Karena itulah, ia menilai kebijakan untuk melakukan apa yang disebut sebagai upaya pencegahan dan penyebaran perilaku LGBT, tidak masuk akal.

"Itu ngawur dan salah sasaran," kata Uli Pangaribuan kepada BBC, Minggu (12/01).

Dari pantauannya, Depok kerap melahirkan kebijakan berbau agama sejak kepala daerahnya diusung oleh Partai Keadilan Sejahtara (PKS). Berbagai peraturan daerah dan raperda itu di antaranya adalah Perda Ketahanan Keluarga, Raperda Kota Religius, dan Raperda Anti-LGBT.

Bagi Uli seluruh aturan itu tidak menjawab persoalan utama yang mana Kota Depok masuk dalam lima besar daerah dengan kasus kekerasan seksual anak terbanyak.

Catatan Tahunan LBH Apik Tahun 2019 menunjukkan Depok berada di urutan ketiga dengan jumlah kasus sebanyak 99.

"Kenapa Depok tidak fokus pada kasus-kasus kekerasan seksual anak yang lagi marak?
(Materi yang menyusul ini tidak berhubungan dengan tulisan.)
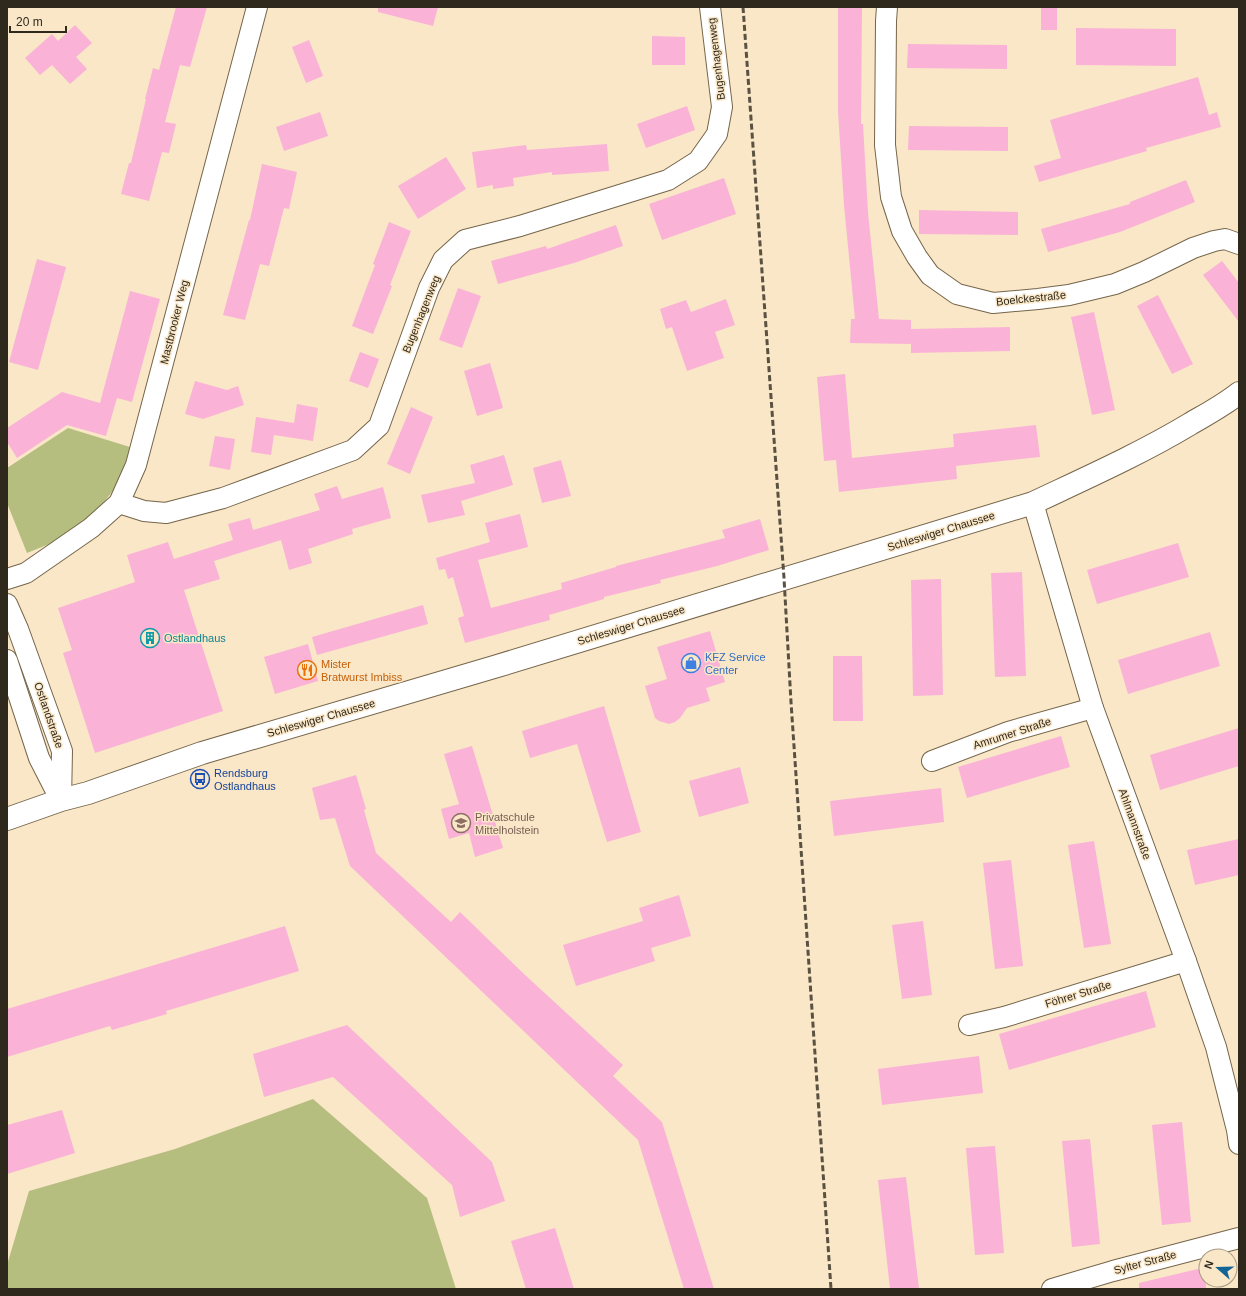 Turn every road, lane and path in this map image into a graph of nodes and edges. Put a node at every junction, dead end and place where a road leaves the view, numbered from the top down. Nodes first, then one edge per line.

Dan penanganannya tidak maksimal. Pemda malah menyuruh anak dimediasi, padahal Depok katanya kota layak anak," tegasnya.

Ia juga berkata, razia oleh Satpol PP terhadap kos-kosan atau apartemen yang diduga tempat berkumpulnya kelompok LGBT melanggar hak privat.

"Itu membuat orang tidak nyaman dan pelanggaran hak privasi dan kebebasan. Apalagi ruangnya, ruang privat."